This is where the difference lies. To bump up the power and torque figures of the 2179cc engine, Tata engineers had to strengthen the cylinder block, head, pistons, main bearings and fine-tune the injectors and the turbocharger. As a result, the 2.2-litre turbo-diesel engine now produces 153.8bhp and 400Nm of torque. Although power has gone up just 6bhp, the torque figure has increased by a massive 80Nm. Tata has mated this motor to a new 6-speed manual gearbox.
The improvements are apparent as soon as you start the car. The idle is quite smooth and vibrations are reduced too. You still experience turbo lag below 1800rpm but it doesn’t feel dead and even the turbo kicks in a pretty linear fashion. Tata has also employed shorter ratios on the new 6-speed gearbox which has reduced the number of gearshifts and has made the Storme less cumbersome at slow speeds. The additional power and a tall sixth gear also means that the Storme feels relaxed on the highway and at 100kph the engine is doing a meagre 2000rpm. The new 6-speed gearbox though a marked improvement over the older unit still feels a bit unpolished and transfers a fair amount of engine vibrations to your palm.
Our VBOX timing gear confirmed the improvements and the Varicor 400 turned out to be faster than we expected. The 0-100kmph sprint took a scant 12.9 seconds which makes it more than a second faster than the old car. In-gear times are even better thanks to the shorter gearing with 20-80kmph in third taking 10.27 seconds (3.1sec faster) and 40-100kmph in fourth coming up in 12.26 seconds (2.2 seconds quicker).
What adds to the overall experience is the Safari’s pliant ride quality. At low speeds, the Safari can easily tackle the biggest of potholes without a fuss and even at high speeds it feels stable. There is more pitching as you go faster but it never gets to the point of feeling uncomfortable. The Safari feels comfortable when driven in a relaxed manner. It's only when you drive it briskly over a winding road that you are suddenly reminded of the Storme’s high centre of gravity. It rolls excessively and over a set of corners it rocks from side to side.

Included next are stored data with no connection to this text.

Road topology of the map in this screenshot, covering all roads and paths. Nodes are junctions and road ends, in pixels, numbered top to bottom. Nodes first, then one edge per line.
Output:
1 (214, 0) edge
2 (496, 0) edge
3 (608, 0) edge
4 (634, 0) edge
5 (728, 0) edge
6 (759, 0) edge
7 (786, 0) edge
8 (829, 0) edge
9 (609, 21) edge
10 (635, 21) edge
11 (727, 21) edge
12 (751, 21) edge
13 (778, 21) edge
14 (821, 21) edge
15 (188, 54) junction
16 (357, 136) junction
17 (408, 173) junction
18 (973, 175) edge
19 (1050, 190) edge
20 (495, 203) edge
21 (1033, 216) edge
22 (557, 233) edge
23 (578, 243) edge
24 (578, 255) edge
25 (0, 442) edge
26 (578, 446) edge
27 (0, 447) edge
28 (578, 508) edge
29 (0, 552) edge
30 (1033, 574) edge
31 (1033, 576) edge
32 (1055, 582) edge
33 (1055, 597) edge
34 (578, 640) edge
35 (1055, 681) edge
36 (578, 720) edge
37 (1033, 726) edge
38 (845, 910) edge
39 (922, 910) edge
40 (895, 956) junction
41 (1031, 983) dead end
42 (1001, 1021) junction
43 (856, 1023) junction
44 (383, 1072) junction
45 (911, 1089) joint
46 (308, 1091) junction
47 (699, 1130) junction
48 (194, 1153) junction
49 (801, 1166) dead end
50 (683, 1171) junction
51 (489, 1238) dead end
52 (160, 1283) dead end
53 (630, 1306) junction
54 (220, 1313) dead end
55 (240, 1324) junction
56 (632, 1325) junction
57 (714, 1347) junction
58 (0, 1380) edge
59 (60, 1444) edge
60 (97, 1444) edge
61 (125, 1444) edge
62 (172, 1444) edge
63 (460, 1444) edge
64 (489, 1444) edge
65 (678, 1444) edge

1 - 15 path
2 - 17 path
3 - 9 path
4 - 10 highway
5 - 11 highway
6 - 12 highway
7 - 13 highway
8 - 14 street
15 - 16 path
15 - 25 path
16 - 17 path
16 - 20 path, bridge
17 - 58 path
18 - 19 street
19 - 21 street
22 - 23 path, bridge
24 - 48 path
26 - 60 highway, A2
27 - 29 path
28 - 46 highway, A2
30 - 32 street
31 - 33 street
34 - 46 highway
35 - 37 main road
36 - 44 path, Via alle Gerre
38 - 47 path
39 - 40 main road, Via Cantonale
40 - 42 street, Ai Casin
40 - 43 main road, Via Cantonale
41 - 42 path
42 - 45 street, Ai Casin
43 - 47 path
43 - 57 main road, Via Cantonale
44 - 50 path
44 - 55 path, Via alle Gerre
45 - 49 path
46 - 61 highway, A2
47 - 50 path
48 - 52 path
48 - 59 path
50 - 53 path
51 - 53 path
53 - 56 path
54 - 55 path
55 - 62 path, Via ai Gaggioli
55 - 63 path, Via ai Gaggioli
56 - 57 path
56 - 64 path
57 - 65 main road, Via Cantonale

The Varicor 400 variant is available in both 4X2 and 4X4 form. The one we drove was the latter and it also came with a low range gearbox which makes it quite potent when the going gets tough. During our shoot, we did some light offroading and the Varicor 400 felt more than capable thanks to its improved powertrain and shorter gearing. Obviously, a vehicle like a Mahindra Thar will be much better in this respect but still the Safari didn’t disappoint considering its enormous size and weight.